ADO: And one of the aggregation functions that we have is called Search. So, what we'll do is write a search aggregation that's going to work on that search index and get us the results.
JASON: Okay. So, I'm going to call it, like, "results."
JASON: And we'll await is it still in the collection?
ADO: Yep. So, it'll be collection. and then instead of find, it's going to be aggregate.
ADO: And then the aggregate takes in an array of objects, essentially an array of stages.
JASON: Okay. So, stage 1 would
ADO: Copilot is so great.
JASON: I'm actually gonna turn it off so it stops stealing our thunder here. Let me turn it off here. Yeah. I said stop it.
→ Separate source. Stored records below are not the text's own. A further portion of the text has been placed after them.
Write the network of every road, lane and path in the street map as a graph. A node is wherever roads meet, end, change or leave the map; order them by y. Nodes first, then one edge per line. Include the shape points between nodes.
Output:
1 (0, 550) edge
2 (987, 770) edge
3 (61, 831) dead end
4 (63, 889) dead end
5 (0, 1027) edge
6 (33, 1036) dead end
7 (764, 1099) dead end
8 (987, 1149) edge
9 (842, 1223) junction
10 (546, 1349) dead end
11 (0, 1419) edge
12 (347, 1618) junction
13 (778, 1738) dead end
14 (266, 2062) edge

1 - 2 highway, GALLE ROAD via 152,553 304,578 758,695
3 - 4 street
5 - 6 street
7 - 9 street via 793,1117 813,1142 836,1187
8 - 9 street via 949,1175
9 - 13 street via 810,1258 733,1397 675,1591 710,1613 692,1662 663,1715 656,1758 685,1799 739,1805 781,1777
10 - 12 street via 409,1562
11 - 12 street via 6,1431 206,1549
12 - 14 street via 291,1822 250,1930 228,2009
Let me close and reopen this again so it stops helping.
JASON: That should fix it. So, here's our first pipeline here. I'm afraid I can't do that, Dave. I know. That's really what we're headed toward, right? Hey, thank you for the sub, Alan, and make sure that you spam that boop. Okay. So, if I want to write my first query, what I'm thinking is I want to be able to take in so, we'll get the event. And let's say that we're going to get the event through a query param. We'll call it search and get that out of event.queryStringparameters. That might be param. We'll find out very quickly if I'm right on that. We'll log it. We've got function search movies. So, let's go here, I'm going to say.netlifyfunctions and we'll search movies with a search I saw anvil in one of the descriptions. That should give us something. Movies wasn't defined. That's fine. We knew that was going to happen. Okay. I got it right.
ADO: Boom. Nice.
JASON: Let's us get the query string out. So, now I'll be able to use this search in the results.
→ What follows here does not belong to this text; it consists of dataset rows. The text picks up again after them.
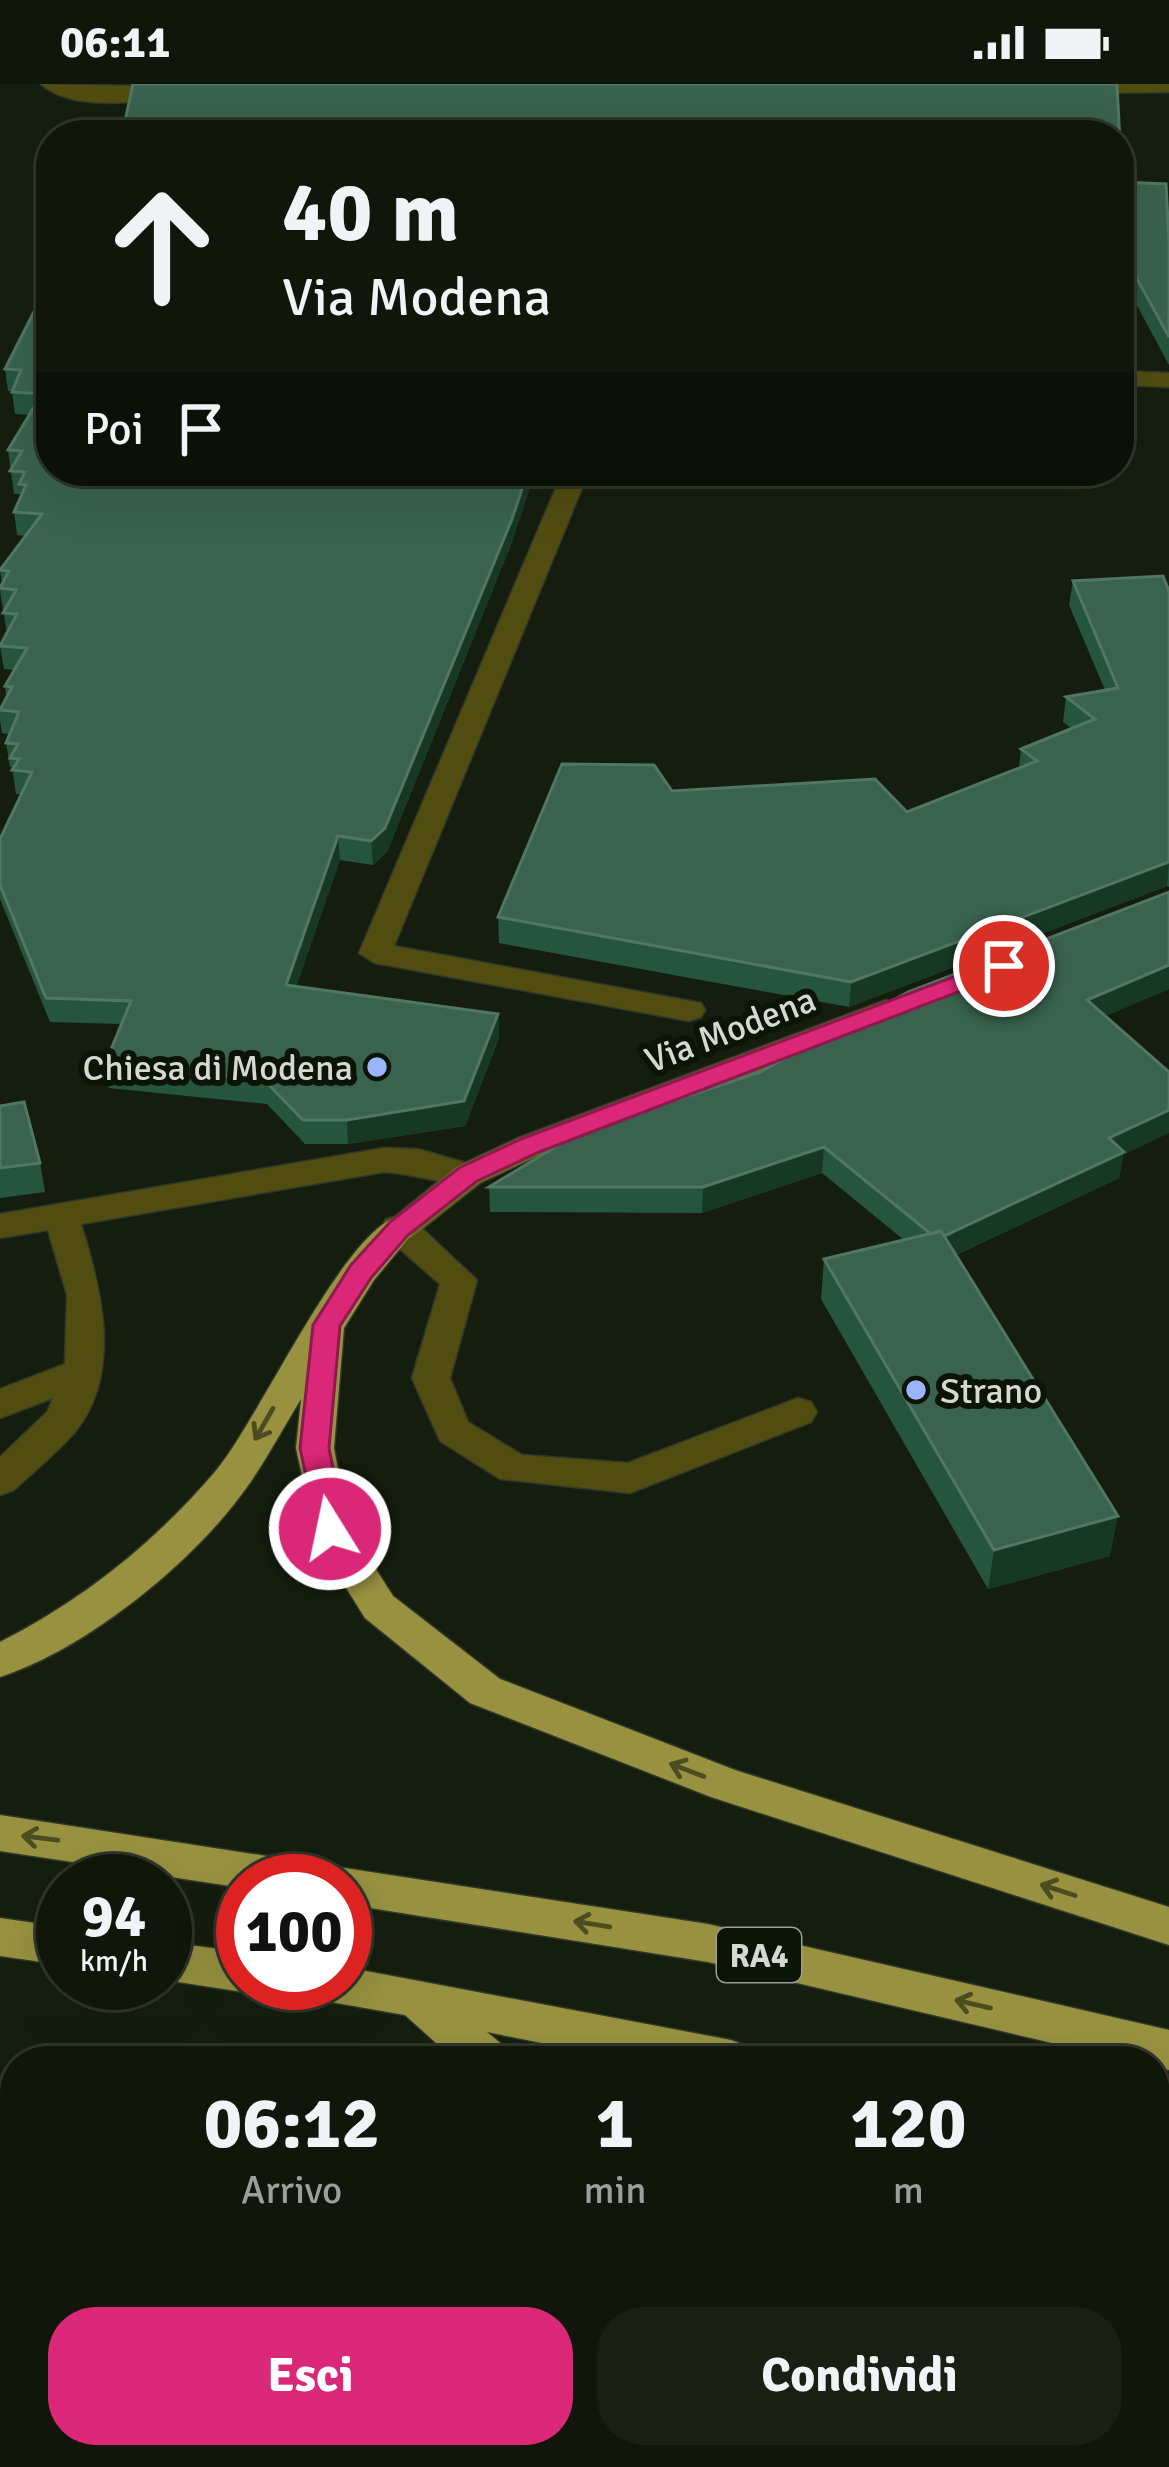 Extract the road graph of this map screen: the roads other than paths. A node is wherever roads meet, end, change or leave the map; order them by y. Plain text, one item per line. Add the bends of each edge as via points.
1 (52, 84) edge
2 (1169, 86) edge
3 (1036, 87) edge
4 (212, 93) edge
5 (1134, 379) edge
6 (1169, 380) edge
7 (571, 486) edge
8 (920, 999) edge
9 (688, 1010) dead end
10 (468, 1175) junction
11 (62, 1219) junction
12 (0, 1226) edge
13 (399, 1228) junction
14 (326, 1325) junction
15 (83, 1372) junction
16 (0, 1404) edge
17 (798, 1412) dead end
18 (0, 1480) edge
19 (0, 1661) edge
20 (0, 1833) edge
21 (216, 1865) edge
22 (372, 1889) edge
23 (1169, 1926) edge
24 (0, 1937) edge
25 (36, 1942) edge
26 (372, 1991) edge
27 (415, 1997) junction
28 (471, 2046) edge
29 (657, 2046) edge
30 (1152, 2046) edge

1 - 4 street via 118,94
2 - 3 street
5 - 6 street
7 - 9 street via 375,953
8 - 10 main road, Via Modena
10 - 11 street via 384,1160
10 - 13 main road, Via Modena
11 - 12 street
11 - 15 street via 85,1294
13 - 14 highway
13 - 17 street via 459,1280 431,1378 453,1431 514,1469 630,1478
14 -> 19 highway via 232,1479 168,1549 68,1626
23 -> 14 highway via 726,1785 485,1691 379,1607 330,1529 315,1448
15 - 16 street
15 - 18 street via 63,1420
21 -> 20 highway
30 -> 22 highway, RA4 via 707,1943
24 - 25 highway
26 - 27 highway
27 - 28 highway
27 - 29 highway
JASON: And I would like to search everything for my keyword, is that right?
ADO: Yep. So, the first step in this when we're creating a search aggregation, the first stage is gonna be the search aggregation itself. And all of the aggregation operators start with a dollar sign. So, in our case, it's going to be dollar sign search, and that's going to be an object. And inside of this dollar sign search aggregation, we're doing a text search. So, we're going to name the next field underneath "text," and it will be a string.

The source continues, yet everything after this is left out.